Ordination Rites: Ordination of a Deacon 16-20

Before we get to the meaty consecration, let’s look at the rituals in between the candidate’s promises and the bishop’s long prayer. First up, the candidate promises obedience to his present and future bishops:


16. Then the candidate goes to the bishop and, kneeling be­fore him, places his joined hands between those of the bishop. If this gesture seems less suitable in some places, the conference of bishops may choose another gesture or sign.

I’m not familiar with cultures in which the grasping of joined hands would be less suitable. We have a few readers outside the Americas; what, if anything, have you seen?

If the bishop is the candidate’s own Ordinary, he asks:

Do you promise respect and obedience to me and my successors?


I do.

If the bishop is not the candidate’s own Ordinary, he asks:

Do you promise respect and obedience to your Ordinary?


I do.


May God who has begun the good work in you bring it to fulfillment.


17. Then all stand, and the bishop, without his miter, invites the people to pray:

My dear people, let us pray that the all-powerful Father will pour out his blessing on this servant of his, whom he receives into the holy order of deacons.

Deacon (except during the Easter season):

Let us kneel.


18. The candidate prostrates himself and, except during the Easter season, the rest kneel at their places.

The cantors begin the litany (see Chapter VI); they may add, at the proper place, names of other saints (for example, the patron saint, the titular of the church, the founder of the church, the patron saint of the one to be ordained) or peti­tions suitable to the occasion.

These are interesting instructions.
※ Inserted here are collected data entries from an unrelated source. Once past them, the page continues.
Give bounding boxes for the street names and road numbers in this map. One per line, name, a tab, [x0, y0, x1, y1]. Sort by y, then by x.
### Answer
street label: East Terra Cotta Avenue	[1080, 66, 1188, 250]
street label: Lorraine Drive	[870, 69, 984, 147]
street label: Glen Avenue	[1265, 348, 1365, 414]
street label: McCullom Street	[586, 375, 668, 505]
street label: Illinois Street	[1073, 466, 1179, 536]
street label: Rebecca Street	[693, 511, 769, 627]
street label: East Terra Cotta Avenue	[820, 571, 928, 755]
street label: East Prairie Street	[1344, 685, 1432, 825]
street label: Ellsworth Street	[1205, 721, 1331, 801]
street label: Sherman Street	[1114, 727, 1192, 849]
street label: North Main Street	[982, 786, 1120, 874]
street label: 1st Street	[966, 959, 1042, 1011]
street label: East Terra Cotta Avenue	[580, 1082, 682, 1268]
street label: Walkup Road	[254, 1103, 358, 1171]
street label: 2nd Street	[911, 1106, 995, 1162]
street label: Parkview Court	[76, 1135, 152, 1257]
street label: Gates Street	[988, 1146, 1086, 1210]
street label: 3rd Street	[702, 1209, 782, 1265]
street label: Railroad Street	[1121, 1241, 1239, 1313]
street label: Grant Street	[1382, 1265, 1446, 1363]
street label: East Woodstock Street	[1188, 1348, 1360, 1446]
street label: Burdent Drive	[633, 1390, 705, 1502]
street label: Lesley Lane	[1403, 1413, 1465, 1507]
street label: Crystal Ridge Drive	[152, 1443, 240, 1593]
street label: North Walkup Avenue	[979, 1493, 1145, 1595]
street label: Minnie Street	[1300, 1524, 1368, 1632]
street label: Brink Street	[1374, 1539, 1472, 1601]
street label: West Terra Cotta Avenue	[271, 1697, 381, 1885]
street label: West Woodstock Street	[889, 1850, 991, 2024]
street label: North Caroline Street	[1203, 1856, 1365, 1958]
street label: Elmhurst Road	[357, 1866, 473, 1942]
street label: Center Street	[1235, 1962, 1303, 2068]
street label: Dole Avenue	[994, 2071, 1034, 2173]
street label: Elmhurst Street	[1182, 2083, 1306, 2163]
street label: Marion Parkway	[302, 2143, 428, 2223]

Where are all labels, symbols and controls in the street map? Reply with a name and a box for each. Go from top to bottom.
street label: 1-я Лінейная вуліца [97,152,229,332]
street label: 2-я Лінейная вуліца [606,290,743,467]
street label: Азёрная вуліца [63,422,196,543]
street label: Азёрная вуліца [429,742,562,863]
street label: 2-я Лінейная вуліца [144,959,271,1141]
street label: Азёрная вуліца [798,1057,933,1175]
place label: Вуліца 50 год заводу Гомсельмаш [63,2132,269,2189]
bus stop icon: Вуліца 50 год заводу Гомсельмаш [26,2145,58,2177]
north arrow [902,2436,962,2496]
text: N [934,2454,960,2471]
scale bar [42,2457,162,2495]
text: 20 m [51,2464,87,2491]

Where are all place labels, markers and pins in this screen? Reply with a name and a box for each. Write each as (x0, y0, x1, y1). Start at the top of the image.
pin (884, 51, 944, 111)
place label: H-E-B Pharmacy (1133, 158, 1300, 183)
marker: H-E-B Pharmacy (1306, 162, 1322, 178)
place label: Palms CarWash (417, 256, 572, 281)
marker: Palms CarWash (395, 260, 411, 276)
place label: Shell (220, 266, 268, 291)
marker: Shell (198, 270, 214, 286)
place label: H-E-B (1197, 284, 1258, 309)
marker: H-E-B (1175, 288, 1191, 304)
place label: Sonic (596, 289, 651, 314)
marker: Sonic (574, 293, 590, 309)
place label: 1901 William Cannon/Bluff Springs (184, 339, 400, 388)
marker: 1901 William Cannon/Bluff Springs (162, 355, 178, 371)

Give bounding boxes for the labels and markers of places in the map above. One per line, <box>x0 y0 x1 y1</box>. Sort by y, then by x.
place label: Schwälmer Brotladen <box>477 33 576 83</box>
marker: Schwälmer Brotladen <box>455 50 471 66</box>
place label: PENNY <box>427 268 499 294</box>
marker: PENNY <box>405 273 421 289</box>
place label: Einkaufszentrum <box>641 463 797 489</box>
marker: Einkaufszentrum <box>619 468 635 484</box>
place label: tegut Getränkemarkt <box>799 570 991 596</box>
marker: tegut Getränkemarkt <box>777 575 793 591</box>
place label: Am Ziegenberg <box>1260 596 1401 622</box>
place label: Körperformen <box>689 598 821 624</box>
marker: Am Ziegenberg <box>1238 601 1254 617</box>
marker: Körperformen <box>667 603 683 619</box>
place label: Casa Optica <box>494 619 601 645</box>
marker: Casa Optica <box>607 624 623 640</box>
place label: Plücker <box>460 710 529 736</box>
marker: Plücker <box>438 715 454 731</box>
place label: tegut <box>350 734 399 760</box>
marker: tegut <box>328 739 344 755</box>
Certainly, the names of deacon-saints should be added, I would think. This link sends you to a combined listing of Roman, Orthodox, Anglican, and Lutheran deacons, and this one gives a chant version of a litany of deacon-saints.

19. The bishop alone stands and, with his hands joined, sings or says:

Lord God, hear our petitions and give your help to this act of our ministry.

We judge this man worthy to serve as deacon and we ask you to bless him and make him holy.

Grant this through Christ our Lord.




Let us stand.


20. Then all stand. The candidate goes to the bishop and kneels before him. The bishop lays his hands on the candi­date’s head, in silence.

For a Roman ordination, the full lists above are not appropriate, but more attention could be given the litany of saints in this liturgy. Other comments?

About catholicsensibility

Todd lives in Minnesota, serving a Catholic parish as a lay minister.
This entry was posted in Ordination Rites, post-conciliar liturgy documents, Rites. Bookmark the permalink.

1 Response to Ordination Rites: Ordination of a Deacon 16-20

  1. In my experience, the promise of obedience is a surprisingly prominent part of the ordination liturgy. The first time I saw it I was (predictably) cynical about it: “well of course the promise of obedience gets as much attention as the laying on of hands; this is the Church, after all.”

    But at my own ordination, I was surprised at how moving I found this part. Perhaps because the bishop was about to retire and I knew that I would soon be serving under his as-yet-unnamed successor, I felt a real sense that I was vowing obedience to the apostolic office and not to the individual man. For some reason, this gave me a deep sense of the continuity of the apostolic ministry down through the ages.